In a similar sense of eliminating the "money" service, libertarians would abolish govts from supplying clean drinking water and handling sewage, privatizing that, and abolish govt regulations.  This was tried in Argentina (Enron) and Bolivia (Bechtel), and also in Kentucky and elsewhere (AIG).  This was a DISASTER, especially for the ubiquitous poor who could not afford the new monopoly pricing rates, could not afford to drink water.  Bechtel, at least, got a contract such that it OWNED property rights to RAIN that falls from the sky, so residents collecting rain off their roofs (out of desperation) were guilty of stealing company property.  Riots ensued.

Bechtel finally quit, but not without forcing Govt (taxpayers) to pay them huge sums for breach of contract.  This is Libertopia in reality.

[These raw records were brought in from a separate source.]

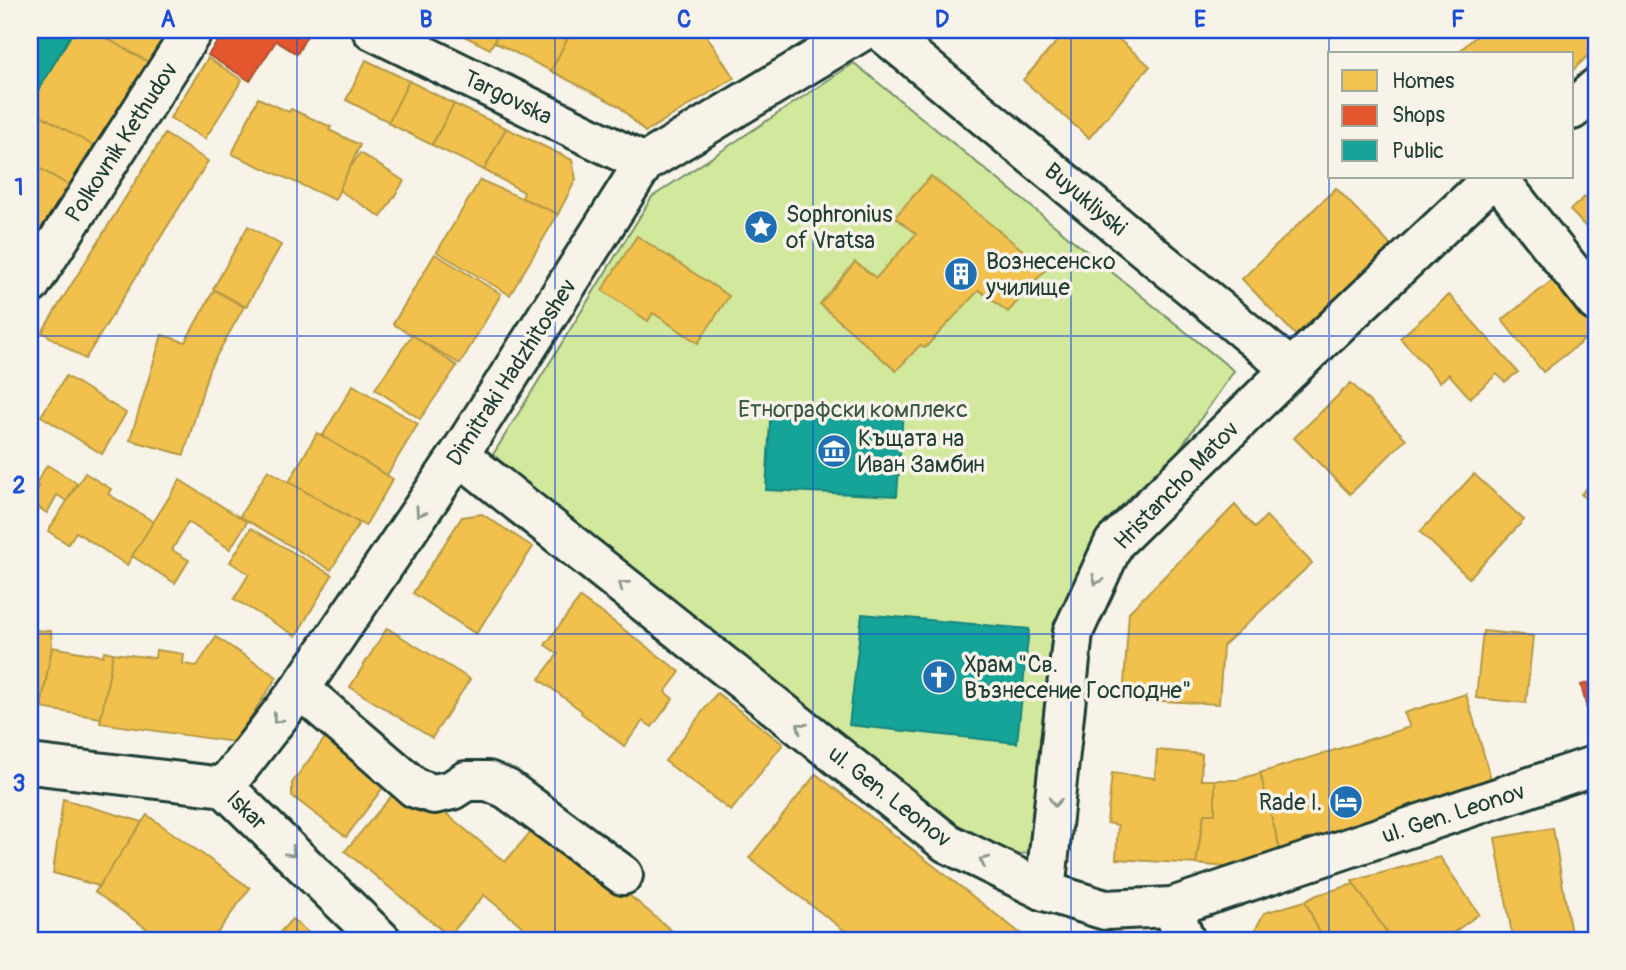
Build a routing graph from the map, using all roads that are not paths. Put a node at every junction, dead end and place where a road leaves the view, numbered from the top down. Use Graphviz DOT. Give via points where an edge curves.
graph roads {
  1 [pos="372,30"];
  2 [pos="864,30"];
  3 [pos="880,30"];
  4 [pos="191,32"];
  5 [pos="1596,88"];
  6 [pos="1574,108"];
  7 [pos="644,163"];
  8 [pos="1495,178"];
  9 [pos="1497,178"];
  10 [pos="30,285"];
  11 [pos="1596,302"];
  12 [pos="1291,369"];
  13 [pos="458,455"];
  14 [pos="300,689"];
  15 [pos="30,764"];
  16 [pos="1596,765"];
  17 [pos="224,787"];
  18 [pos="623,875"];
  19 [pos="1045,891"];
  20 [pos="1179,923"];
  21 [pos="381,940"];
  1 -- 7 [label="street, Targovska"];
  2 -- 7 [label="street, Dimitraki Hadzhitoshev"];
  3 -- 12 [label="street, Buyukliyski"];
  4 -- 10 [label="street, Polkovnik Kethudov"];
  5 -- 6 [label="street"];
  7 -- 13 [label="street, Dimitraki Hadzhitoshev"];
  8 -- 12 [label="street, Hristancho Matov"];
  9 -- 11 [label="street"];
  12 -- 19 [label="street, Hristancho Matov, one-way" via="1114,543 1073,632"];
  13 -- 14 [label="street, Dimitraki Hadzhitoshev, one-way"];
  19 -- 13 [label="street, ul. Gen. Leonov, one-way" via="947,843"];
  14 -- 17 [label="street, Dimitraki Hadzhitoshev, one-way"];
  14 -- 18 [label="street" via="415,788 434,794 466,781 488,781 507,789"];
  15 -- 17 [label="street, Iskar"];
  16 -- 20 [label="street, ul. Gen. Leonov"];
  17 -- 21 [label="street, Iskar, one-way"];
  19 -- 20 [label="street, ul. Gen. Leonov" via="1105,910"];
}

The main difference in PURE Libertopia is that instead of Govt sending out the army to crush protests and rebellions by force, Corporations would hire private armies to enforce their property rights and crush rebellions, without any "democratic" mitigation.  Rothbard or Mises revealed the nature of these plans with the explanation that privatizing streets and sidewalks would eliminate mass public protests, because events like that would be "trespassing", subject to arrest/violence.  Elimination of public protest by eliminating the public and the commons.  In such a situation, any degree of FORCE by owners against a protesting public would be justified as a response to initiation of force by the "mob".  Like NYC cops vs OCCUPY, but with less restraint.  Whose freedom?  Freedom for the Owners.  Even Madison did not bluntly state THAT degree of contempt for "mob rule", as much as Rothbard did, though this was implemented against protesters and strikers since the beginning.

In essence, and this is not too hidden, Mises/Rothbard WOULD have Governments or Government-like functions, to protect property owners, and protect the Corporatocracy ---- I saw severe inconsistency on declaring the invalidity of private property when that arises out of mixing private enterprise with govt power.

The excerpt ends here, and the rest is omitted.